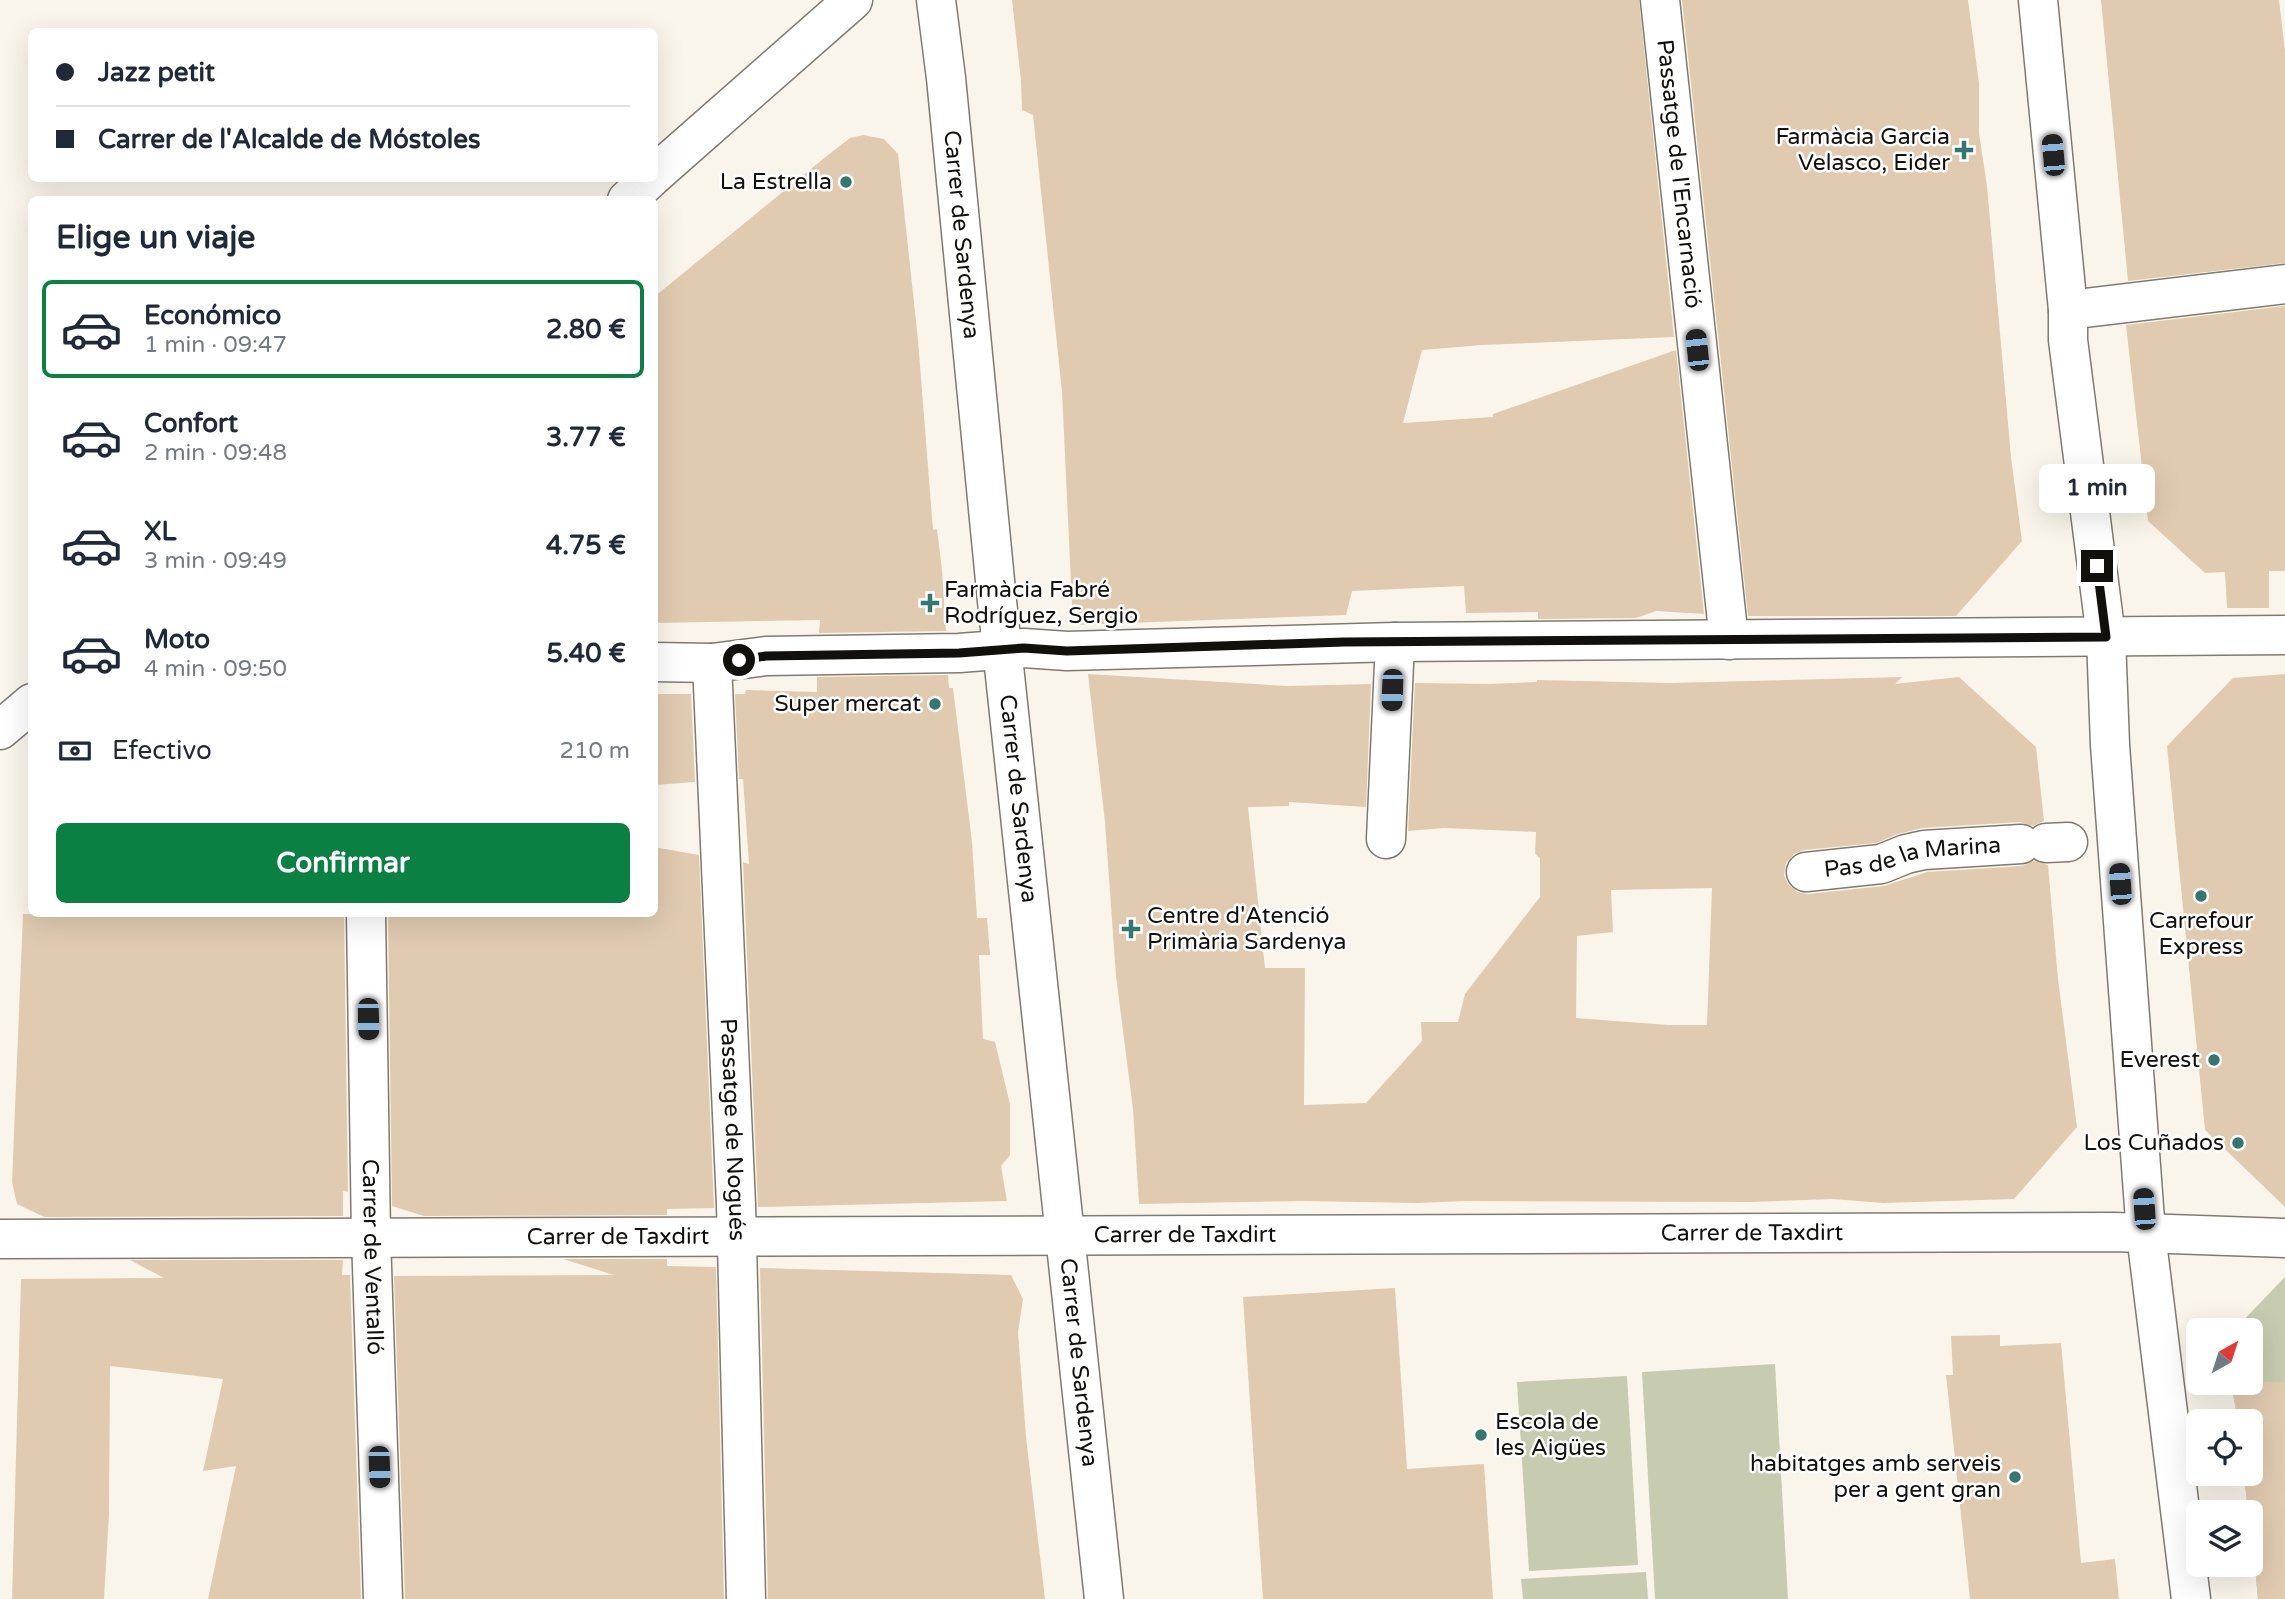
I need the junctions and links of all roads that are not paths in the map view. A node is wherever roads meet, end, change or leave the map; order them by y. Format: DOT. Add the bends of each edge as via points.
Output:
graph roads {
  1 [pos="853,0"];
  2 [pos="936,0"];
  3 [pos="1660,0"];
  4 [pos="2038,0"];
  5 [pos="658,173"];
  6 [pos="647,182"];
  7 [pos="632,196"];
  8 [pos="2285,284"];
  9 [pos="2068,310"];
  10 [pos="2285,635"];
  11 [pos="2106,637"];
  12 [pos="1729,640"];
  13 [pos="1395,642"];
  14 [pos="1002,650"];
  15 [pos="658,662"];
  16 [pos="712,663"];
  17 [pos="1386,839"];
  18 [pos="2045,843"];
  19 [pos="1805,872"];
  20 [pos="366,917"];
  21 [pos="2146,1234"];
  22 [pos="371,1236"];
  23 [pos="1066,1236"];
  24 [pos="736,1237"];
  25 [pos="2285,1238"];
  26 [pos="0,1239"];
  27 [pos="383,1599"];
  28 [pos="746,1599"];
  29 [pos="1104,1599"];
  30 [pos="2190,1599"];
  1 -- 5 [label="street"];
  2 -- 14 [label="street, Carrer de Sardenya"];
  3 -- 12 [label="street, Passatge de l'Encarnació"];
  4 -- 9 [label="street"];
  6 -- 7 [label="street"];
  8 -- 9 [label="street"];
  9 -- 11 [label="street"];
  10 -- 11 [label="street"];
  11 -- 12 [label="street"];
  11 -- 21 [label="street"];
  12 -- 13 [label="street"];
  13 -- 14 [label="street"];
  13 -- 17 [label="street"];
  14 -- 16 [label="street" via="766,656"];
  14 -- 23 [label="street, Carrer de Sardenya"];
  15 -- 16 [label="street"];
  16 -- 24 [label="street, Passatge de Nogués"];
  18 -- 19 [label="street, Pas de la Marina" via="1924,850 1881,864"];
  20 -- 22 [label="street, Carrer de Ventalló"];
  21 -- 23 [label="street, Carrer de Taxdirt"];
  21 -- 25 [label="street, Carrer de Taxdirt"];
  21 -- 30 [label="street"];
  22 -- 24 [label="street, Carrer de Taxdirt"];
  22 -- 26 [label="street, Carrer de Taxdirt"];
  22 -- 27 [label="street, Carrer de Ventalló"];
  23 -- 24 [label="street, Carrer de Taxdirt"];
  23 -- 29 [label="street, Carrer de Sardenya"];
  24 -- 28 [label="street, Passatge de Nogués"];
}
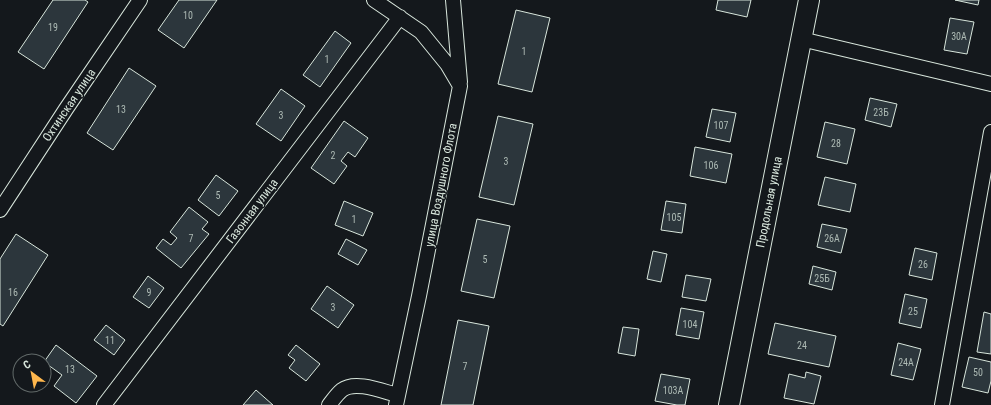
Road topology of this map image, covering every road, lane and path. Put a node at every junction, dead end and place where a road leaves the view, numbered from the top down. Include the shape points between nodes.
1 (140, 0) edge
2 (374, 0) edge
3 (453, 0) edge
4 (809, 0) edge
5 (400, 17) junction
6 (801, 39) junction
7 (991, 84) edge
8 (460, 86) junction
9 (991, 132) edge
10 (0, 210) edge
11 (396, 400) edge
12 (104, 405) edge
13 (329, 405) edge
14 (729, 405) edge
15 (942, 405) edge

1 - 10 street, Охтинская улица
2 - 5 street
3 - 8 street, улица Воздушного Флота
4 - 6 street, Продольная улица
5 - 8 street via 421,32 447,64
5 - 12 street, Газонная улица
6 - 7 street
6 - 14 street, Продольная улица
8 - 11 street, улица Воздушного Флота
9 - 15 street
11 - 13 street via 361,386 351,386 342,390

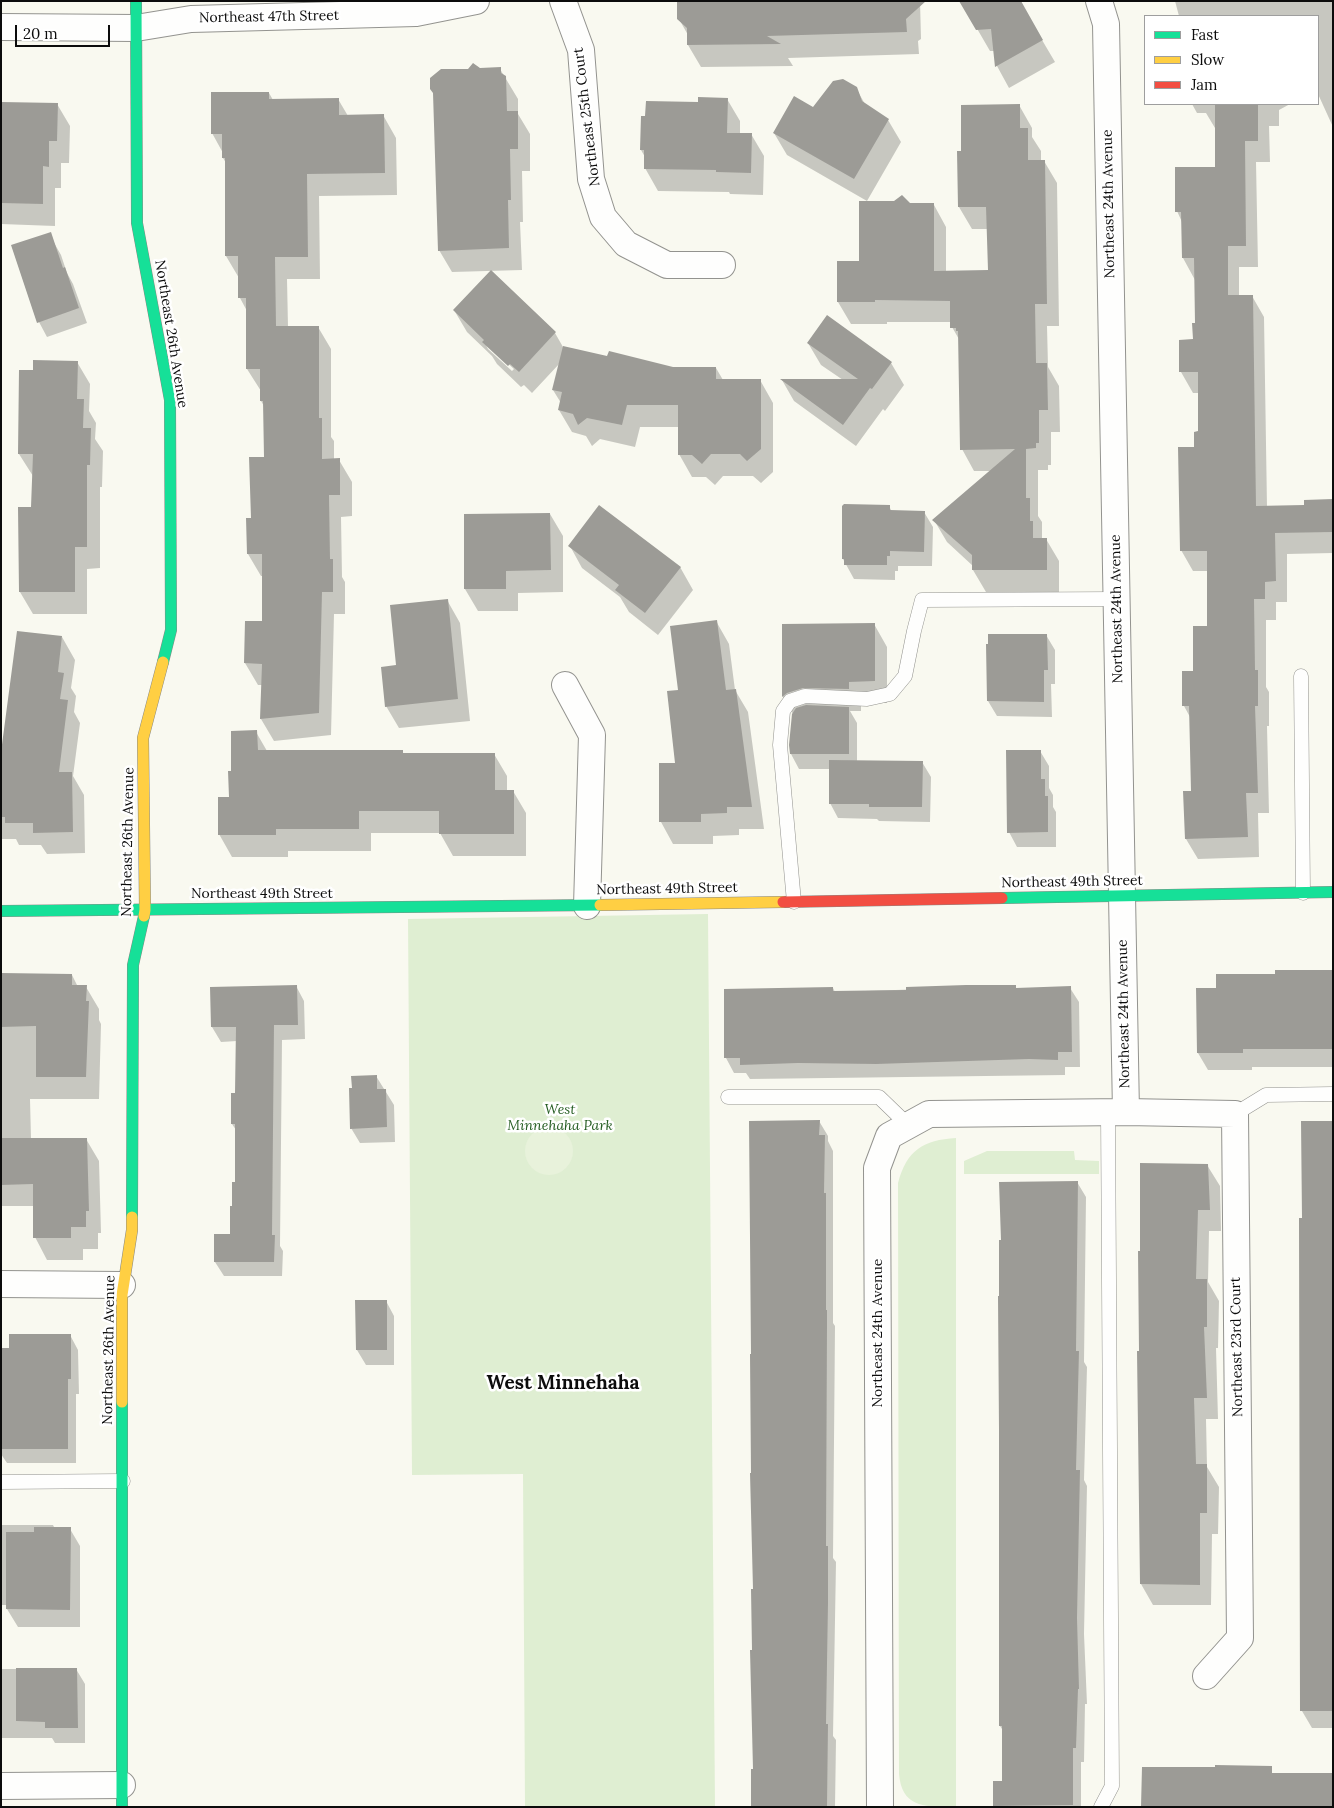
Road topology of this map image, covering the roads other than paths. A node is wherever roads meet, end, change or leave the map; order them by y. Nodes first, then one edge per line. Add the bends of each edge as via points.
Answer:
1 (136, 1) edge
2 (476, 1) edge
3 (563, 1) edge
4 (1100, 1) edge
5 (1, 28) edge
6 (136, 28) junction
7 (722, 265) dead end
8 (1117, 598) junction
9 (1301, 676) dead end
10 (565, 685) dead end
11 (1333, 892) edge
12 (1303, 893) junction
13 (1123, 896) junction
14 (794, 902) junction
15 (587, 906) junction
16 (144, 910) junction
17 (1, 911) edge
18 (1333, 1094) edge
19 (728, 1096) dead end
20 (1117, 1112) junction
21 (1234, 1114) junction
22 (908, 1125) junction
23 (1, 1284) edge
24 (122, 1286) junction
25 (123, 1481) junction
26 (1, 1482) edge
27 (1206, 1676) dead end
28 (1, 1786) edge
29 (122, 1796) edge
30 (880, 1807) edge
31 (1101, 1807) edge

1 - 6 street, Northeast 26th Avenue
2 - 6 street, Northeast 47th Street via 416,13 190,19
3 - 7 street, Northeast 25th Court via 581,50 591,179 603,217 626,244 668,265
4 - 8 street, Northeast 24th Avenue via 1106,24
5 - 6 street, Northeast 47th Street
6 - 16 street, Northeast 26th Avenue via 137,223 170,400 171,630 143,738
8 - 13 street, Northeast 24th Avenue
8 - 14 lane via 922,600 905,676 890,694 867,699 805,696 790,701 783,711 780,745
9 - 12 lane
10 - 15 street via 592,735
11 - 12 street, Northeast 49th Street
12 - 13 street, Northeast 49th Street
13 - 14 street, Northeast 49th Street
13 - 20 street, Northeast 24th Avenue
14 - 15 street, Northeast 49th Street
15 - 16 street, Northeast 49th Street
16 - 17 street, Northeast 49th Street
16 - 24 street, Northeast 26th Avenue via 133,965 132,1230
18 - 21 lane via 1266,1095
19 - 22 lane via 879,1096
20 - 21 street
20 - 22 street, Northeast 24th Avenue via 930,1114
20 - 31 lane via 1112,1786
21 - 27 street, Northeast 23rd Court via 1240,1638
22 - 30 street, Northeast 24th Avenue via 889,1136 877,1168
23 - 24 street
24 - 25 street, Northeast 26th Avenue
25 - 26 lane
25 - 29 street, Northeast 26th Avenue
28 - 29 street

-*-*-

#### TRY IT
Be exact. Write out all the entries and omit the pictures.

#### COMPLETED TASK
I need the junctions and links of all roads that are not paths in the map view. A node is wherever roads meet, end, change or leave the map; order them by y. Format: DOT. Add the bends of each edge as via points.
Output:
graph roads {
  1 [pos="853,0"];
  2 [pos="936,0"];
  3 [pos="1660,0"];
  4 [pos="2038,0"];
  5 [pos="658,173"];
  6 [pos="647,182"];
  7 [pos="632,196"];
  8 [pos="2285,284"];
  9 [pos="2068,310"];
  10 [pos="2285,635"];
  11 [pos="2106,637"];
  12 [pos="1729,640"];
  13 [pos="1395,642"];
  14 [pos="1002,650"];
  15 [pos="658,662"];
  16 [pos="712,663"];
  17 [pos="1386,839"];
  18 [pos="2045,843"];
  19 [pos="1805,872"];
  20 [pos="366,917"];
  21 [pos="2146,1234"];
  22 [pos="371,1236"];
  23 [pos="1066,1236"];
  24 [pos="736,1237"];
  25 [pos="2285,1238"];
  26 [pos="0,1239"];
  27 [pos="383,1599"];
  28 [pos="746,1599"];
  29 [pos="1104,1599"];
  30 [pos="2190,1599"];
  1 -- 5 [label="street"];
  2 -- 14 [label="street, Carrer de Sardenya"];
  3 -- 12 [label="street, Passatge de l'Encarnació"];
  4 -- 9 [label="street"];
  6 -- 7 [label="street"];
  8 -- 9 [label="street"];
  9 -- 11 [label="street"];
  10 -- 11 [label="street"];
  11 -- 12 [label="street"];
  11 -- 21 [label="street"];
  12 -- 13 [label="street"];
  13 -- 14 [label="street"];
  13 -- 17 [label="street"];
  14 -- 16 [label="street" via="766,656"];
  14 -- 23 [label="street, Carrer de Sardenya"];
  15 -- 16 [label="street"];
  16 -- 24 [label="street, Passatge de Nogués"];
  18 -- 19 [label="street, Pas de la Marina" via="1924,850 1881,864"];
  20 -- 22 [label="street, Carrer de Ventalló"];
  21 -- 23 [label="street, Carrer de Taxdirt"];
  21 -- 25 [label="street, Carrer de Taxdirt"];
  21 -- 30 [label="street"];
  22 -- 24 [label="street, Carrer de Taxdirt"];
  22 -- 26 [label="street, Carrer de Taxdirt"];
  22 -- 27 [label="street, Carrer de Ventalló"];
  23 -- 24 [label="street, Carrer de Taxdirt"];
  23 -- 29 [label="street, Carrer de Sardenya"];
  24 -- 28 [label="street, Passatge de Nogués"];
}
Road topology of this map image, covering every road, lane and path. Put a node at every junction, dead end and place where a road leaves the view, numbered from the top down. Include the shape points between nodes.
1 (140, 0) edge
2 (374, 0) edge
3 (453, 0) edge
4 (809, 0) edge
5 (400, 17) junction
6 (801, 39) junction
7 (991, 84) edge
8 (460, 86) junction
9 (991, 132) edge
10 (0, 210) edge
11 (396, 400) edge
12 (104, 405) edge
13 (329, 405) edge
14 (729, 405) edge
15 (942, 405) edge

1 - 10 street, Охтинская улица
2 - 5 street
3 - 8 street, улица Воздушного Флота
4 - 6 street, Продольная улица
5 - 8 street via 421,32 447,64
5 - 12 street, Газонная улица
6 - 7 street
6 - 14 street, Продольная улица
8 - 11 street, улица Воздушного Флота
9 - 15 street
11 - 13 street via 361,386 351,386 342,390

Road topology of this map image, covering the roads other than paths. A node is wherever roads meet, end, change or leave the map; order them by y. Nodes first, then one edge per line. Add the bends of each edge as via points.
Answer:
1 (136, 1) edge
2 (476, 1) edge
3 (563, 1) edge
4 (1100, 1) edge
5 (1, 28) edge
6 (136, 28) junction
7 (722, 265) dead end
8 (1117, 598) junction
9 (1301, 676) dead end
10 (565, 685) dead end
11 (1333, 892) edge
12 (1303, 893) junction
13 (1123, 896) junction
14 (794, 902) junction
15 (587, 906) junction
16 (144, 910) junction
17 (1, 911) edge
18 (1333, 1094) edge
19 (728, 1096) dead end
20 (1117, 1112) junction
21 (1234, 1114) junction
22 (908, 1125) junction
23 (1, 1284) edge
24 (122, 1286) junction
25 (123, 1481) junction
26 (1, 1482) edge
27 (1206, 1676) dead end
28 (1, 1786) edge
29 (122, 1796) edge
30 (880, 1807) edge
31 (1101, 1807) edge

1 - 6 street, Northeast 26th Avenue
2 - 6 street, Northeast 47th Street via 416,13 190,19
3 - 7 street, Northeast 25th Court via 581,50 591,179 603,217 626,244 668,265
4 - 8 street, Northeast 24th Avenue via 1106,24
5 - 6 street, Northeast 47th Street
6 - 16 street, Northeast 26th Avenue via 137,223 170,400 171,630 143,738
8 - 13 street, Northeast 24th Avenue
8 - 14 lane via 922,600 905,676 890,694 867,699 805,696 790,701 783,711 780,745
9 - 12 lane
10 - 15 street via 592,735
11 - 12 street, Northeast 49th Street
12 - 13 street, Northeast 49th Street
13 - 14 street, Northeast 49th Street
13 - 20 street, Northeast 24th Avenue
14 - 15 street, Northeast 49th Street
15 - 16 street, Northeast 49th Street
16 - 17 street, Northeast 49th Street
16 - 24 street, Northeast 26th Avenue via 133,965 132,1230
18 - 21 lane via 1266,1095
19 - 22 lane via 879,1096
20 - 21 street
20 - 22 street, Northeast 24th Avenue via 930,1114
20 - 31 lane via 1112,1786
21 - 27 street, Northeast 23rd Court via 1240,1638
22 - 30 street, Northeast 24th Avenue via 889,1136 877,1168
23 - 24 street
24 - 25 street, Northeast 26th Avenue
25 - 26 lane
25 - 29 street, Northeast 26th Avenue
28 - 29 street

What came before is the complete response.